Help for home care

Organizers, politicians call for better wages for caregivers and more jobs

Home care can be back-breaking work. Sherry Morris of Riverton, 64, is a home health aide. She cares for a man about her own age who suffers from a degenerative disease. "I do all the driving to his doctors' appointments, to his pharmacy, to his groceries or anything he needs." Morris said after years of doing the manual labor the job requires, her own health is beginning to suffer. "It's taking a toll on my back here lately, and I'm probably going to need physical therapy," she said. "It's not an easy job at all."

While companionship is a part of the role, caring for people who are elderly or disabled also involves household chores and helping patients dress, bathe, get from a bed to a wheelchair and so on. Morris said she has seen some people try out the job, but give up after realizing how much it involves, how little it pays and the limited benefits it often offers. For instance, Morris said she has no paid time off for her position.

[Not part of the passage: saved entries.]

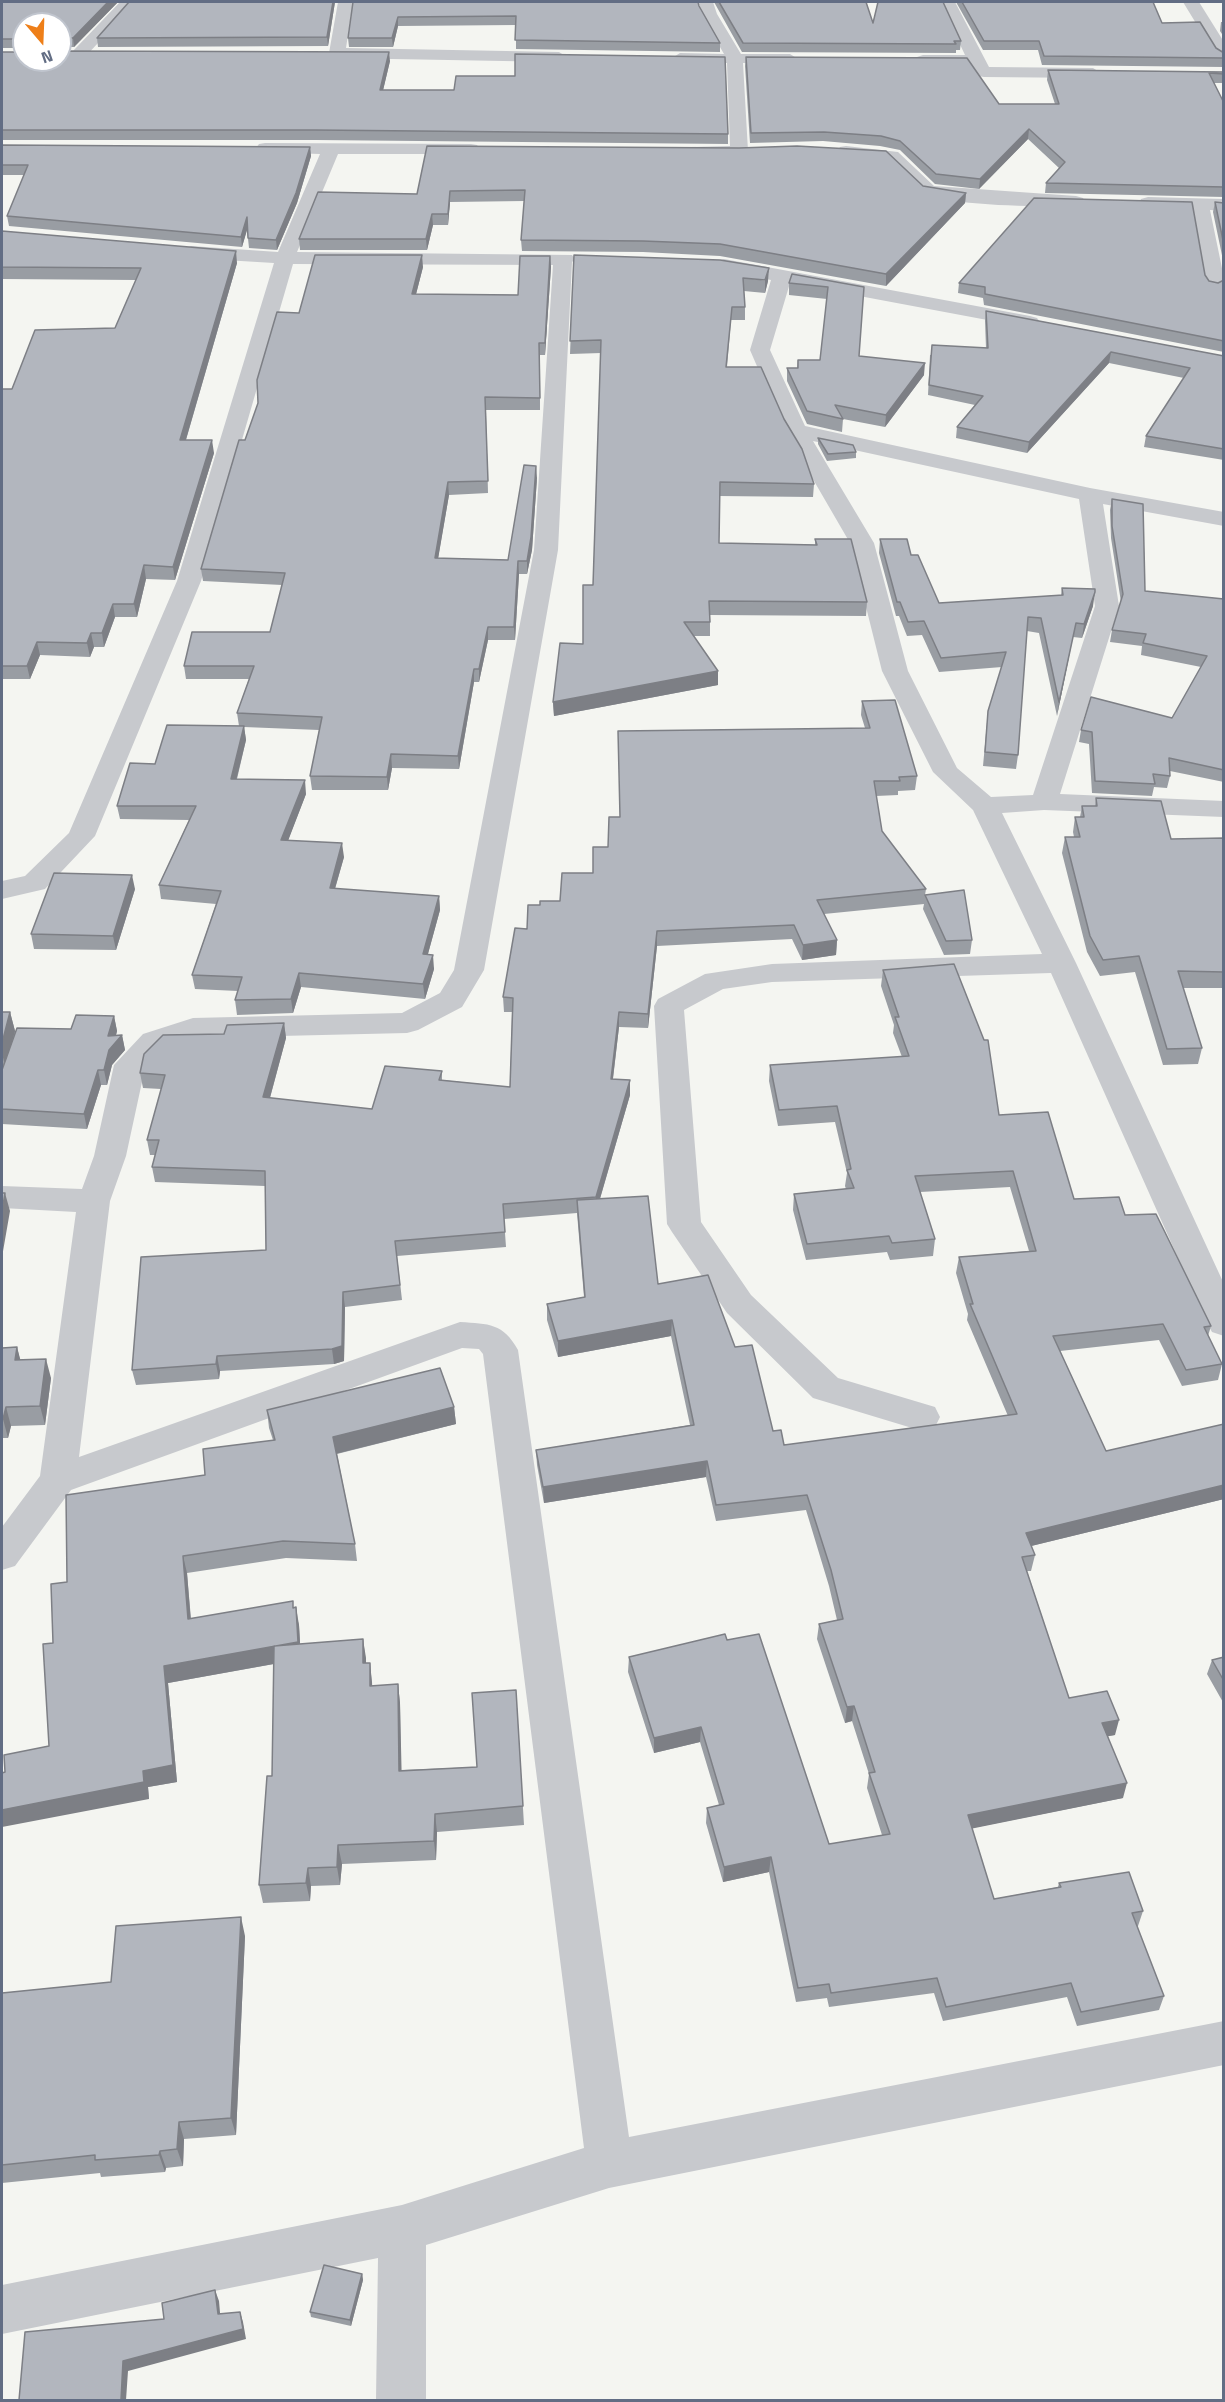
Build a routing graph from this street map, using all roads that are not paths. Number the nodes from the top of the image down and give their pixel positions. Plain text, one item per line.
1 (128, 2) edge
2 (345, 2) edge
3 (706, 2) edge
4 (948, 2) edge
5 (1191, 2) edge
6 (72, 54) edge
7 (79, 54) junction
8 (102, 54) edge
9 (1224, 56) edge
10 (577, 58) edge
11 (667, 58) edge
12 (735, 58) junction
13 (804, 59) edge
14 (907, 60) edge
15 (976, 60) junction
16 (1104, 73) edge
17 (250, 148) edge
18 (331, 148) junction
19 (487, 149) edge
20 (762, 150) edge
21 (828, 150) edge
22 (679, 151) edge
23 (739, 151) junction
24 (1093, 203) edge
25 (1129, 203) edge
26 (1200, 204) junction
27 (1224, 205) edge
28 (175, 251) edge
29 (285, 258) junction
30 (709, 264) edge
31 (782, 276) junction
32 (1215, 285) edge
33 (1049, 325) edge
34 (796, 430) junction
35 (1090, 495) junction
36 (1224, 519) edge
37 (1044, 802) junction
38 (985, 806) junction
39 (1224, 809) edge
40 (2, 890) edge
41 (1061, 963) junction
42 (2, 1197) edge
43 (94, 1201) junction
44 (1224, 1323) edge
45 (922, 1416) dead end
46 (58, 1480) junction
47 (2, 1555) edge
48 (1224, 2043) edge
49 (609, 2164) junction
50 (402, 2229) junction
51 (2, 2310) edge
52 (401, 2400) edge

1 - 7 street
2 - 10 street
3 - 12 street
4 - 15 street
5 - 9 street
6 - 7 street
7 - 8 street
11 - 12 street
12 - 13 street
12 - 23 street
14 - 15 street
15 - 16 street
17 - 18 street
18 - 19 street
18 - 29 street
20 - 23 street
21 - 24 street
22 - 23 street
25 - 26 street
26 - 27 street
26 - 32 street
28 - 29 street
29 - 40 street
29 - 43 street
30 - 31 street
31 - 33 street
31 - 34 street
34 - 35 street
34 - 38 street
35 - 36 street
35 - 37 street
37 - 38 street
37 - 39 street
38 - 41 street
41 - 44 street
41 - 45 street
42 - 43 street
43 - 46 street
46 - 47 street
46 - 49 street
48 - 49 street
49 - 50 street
50 - 51 street
50 - 52 street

Morris said she originally had a desk job in the medical field, but switched to patient care in 2012. She said the average starting wage at that time was about $10 per hour. After union leaders negotiated with lawmakers last year, the minimum wage for workers in the state's Community Care Program, including Morris, is now $14 per hour. Morris credits being part of a union for the increase in wages.

According to the Service Employees International Union (SEIU), there are nearly 85,000 home-care workers in Illinois. Meanwhile, about 10,000 people in the U.S. reach the age of 65 each day, according to AARP. And according to the U.S. Administration for Community Living, the population of those who are 65 years of age or older increased nearly 30% between 2008 and 2018.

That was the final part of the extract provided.